You’d think that a TV program called “I Survived a Japanese Game Show” just has to stink. Thanks to You Tube and the Internet, and even tawdry shows on Spike TV like MXC (with those cheesy voiceovers), we have a basic idea of what these game shows are: boisterous, screaming crowds, over-the-top hosts and contestants performing all sorts of humiliating tasks to try and score cash and prizes.
There was even a “Simpsons” episode about this several years ago. Homer and family fly to Tokyo and commit all the worst and base cultural faux pas relative to the Land of the Rising Sun. Out of money, they go to work at a sardine factory, but are then transported to the set of a noisy Japanese game show, where they perform stunts so unbelievable that, well, they belong in a cartoon.
The conceit of the show is quickly revealed by the young host, Tony Sano, who speaks both Japanese and English. They are on a reality show and the winner will receive $250,000. What they still don’t know is that on the following day they will, Simpsons-style, be flung on to the stage of a Japanese game show called “Majide” (which is roughly translated as “You Must Be Crazy”), where they will be forced to perform elaborate physical stunts to win rewards and hopefully not be eliminated. So you have a show-within-a-show. The contestants seem genuinely stunned to be on the “real” game show that is filming at Toho Studios, as if they are guinea pigs on display, ready to be teased by the loud but hilarious host Romu Kanda. It’s not just the stunts that are humiliating, but Kanda rouses the young crowd by talking behind the Americans’ backs. An insult here and there –yes, it’s priceless and Kanda’s timing is impeccable. Oh wait, now it’s time for the “green monkey” team to suit up. You see, the guy at the top of the giant treadmill has to eat as many mochi balls from his teammates’ helmets as said teammate runs in place before falling into a sandbox full of flour. There is even a black-suited judge there to make sure he swallows completely (“It tastes like putty!”).
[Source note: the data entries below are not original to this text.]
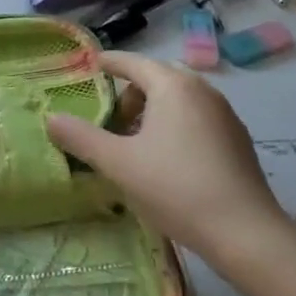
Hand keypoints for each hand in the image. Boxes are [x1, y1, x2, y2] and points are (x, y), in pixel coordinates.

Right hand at [46, 50, 292, 268]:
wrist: (245, 233)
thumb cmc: (175, 188)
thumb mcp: (119, 163)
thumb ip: (81, 138)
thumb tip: (50, 118)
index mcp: (173, 86)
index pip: (134, 62)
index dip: (110, 62)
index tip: (92, 65)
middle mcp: (202, 90)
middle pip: (158, 78)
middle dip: (131, 92)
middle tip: (110, 119)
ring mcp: (225, 114)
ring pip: (179, 99)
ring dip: (153, 110)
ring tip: (134, 143)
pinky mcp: (237, 140)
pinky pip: (197, 117)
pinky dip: (175, 124)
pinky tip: (166, 159)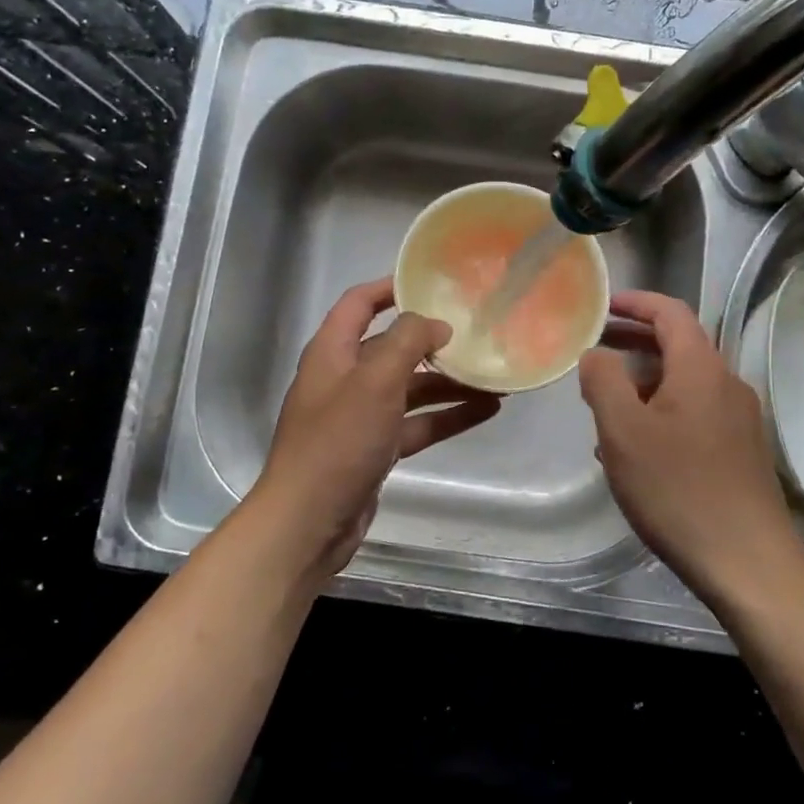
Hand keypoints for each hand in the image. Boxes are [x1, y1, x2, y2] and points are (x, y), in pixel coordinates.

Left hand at [249, 278, 500, 579]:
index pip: (359, 304)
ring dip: (449, 383)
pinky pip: (416, 423)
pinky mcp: (375, 449)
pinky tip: (486, 412)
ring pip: (411, 389)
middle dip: (434, 342)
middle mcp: (345, 379)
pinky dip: (447, 417)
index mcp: (333, 352)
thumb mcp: (375, 381)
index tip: (431, 281)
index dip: (390, 287)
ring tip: (495, 378)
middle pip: (393, 348)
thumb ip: (407, 342)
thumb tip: (436, 324)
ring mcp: (361, 416)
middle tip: (478, 334)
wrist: (308, 523)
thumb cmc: (337, 442)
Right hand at [579, 290, 802, 601]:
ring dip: (644, 382)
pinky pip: (695, 414)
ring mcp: (739, 419)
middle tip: (595, 350)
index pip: (670, 313)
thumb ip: (603, 381)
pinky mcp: (741, 451)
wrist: (747, 562)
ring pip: (685, 383)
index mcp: (701, 369)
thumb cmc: (678, 489)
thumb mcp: (623, 431)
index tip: (603, 306)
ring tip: (604, 403)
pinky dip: (661, 411)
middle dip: (635, 342)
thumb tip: (597, 353)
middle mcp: (727, 384)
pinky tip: (635, 446)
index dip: (636, 303)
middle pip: (679, 346)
Soon, it becomes clear that the physical stunts and the game show itself are actually not the most compelling aspects of “I Survived a Japanese Game Show” Dress up as a giant fly and hurl yourself on to a wall and score target points? No. This show gains its points by striving to not be a typical American TV show, one that over-explains what is happening (“Coming Up!”) with oily hosts or D-list celebrities. Rather, this is an American-Japanese co-production, with both staffs working to create a pretty seamless cultural experience. How often do you see English subtitles on prime-time TV –for some snide comments made in Japanese? The hayseed Americans find Japan “thrilling” and “can’t wait” to see Tokyo but are quickly repelled by the dried fish and sake, part of the food spread laid out for them at their house in the crowded Tokyo ‘burbs. Like the Simpsons, they are blown away by the electronic toilet with a remote control (“Make it flush!”), and you sort of expect that the lumpy Homer look-a-like is going to smash through the shoji screens by mistake. There is even a Mama-san of the house, a tiny, feisty woman dressed in an apron that barks orders to the contestants to take off their shoes (of course!) and generally hurries them up all the time. OK, so perhaps this is pushing some unflattering stereotypes of Japanese women, but I happen to think that Mama-san will emerge as the breakout star of this show. With her squeaky but firm voice bellowing, and certainly not being very friendly, we see ourselves both admiring her spunk and her impatience with people who have to struggle to learn a culture and somehow withstand each other. Mama-san knows these Americans have a game show to attend to, but she isn’t there to be the nurturing, supportive type, the shoulder to cry on. Nor would we want her to.
Lisa Katayama, in her blog, TokyoMango, takes “I Survived” to task for over-dramatizing Japanese culture and that, if anything, it only shows Japanese humor at a surface level. She misses the point. Given the low-brow nature of “I Survived”, it is not necessarily meant for Nipponophiles, and those who have grown up in Japan and, like Katayama, try to criticize the fact that rickshaws used by the losers are arcane and not, as the show claims, a “popular” form of transportation. Indeed, they forget what kind of show this is. This isn’t PBS; it’s summer filler-time at ABC. Architecture during the Meiji Restoration this is not. We have a harmless TV show in which average Americans look silly and pushy, make dumb remarks and by living in a country as different from the US as you can get, somehow realize that they have to adapt somehow. Isn’t this what reality shows are all about anyways? Watch out for Mama-san, though, and please take off your shoes.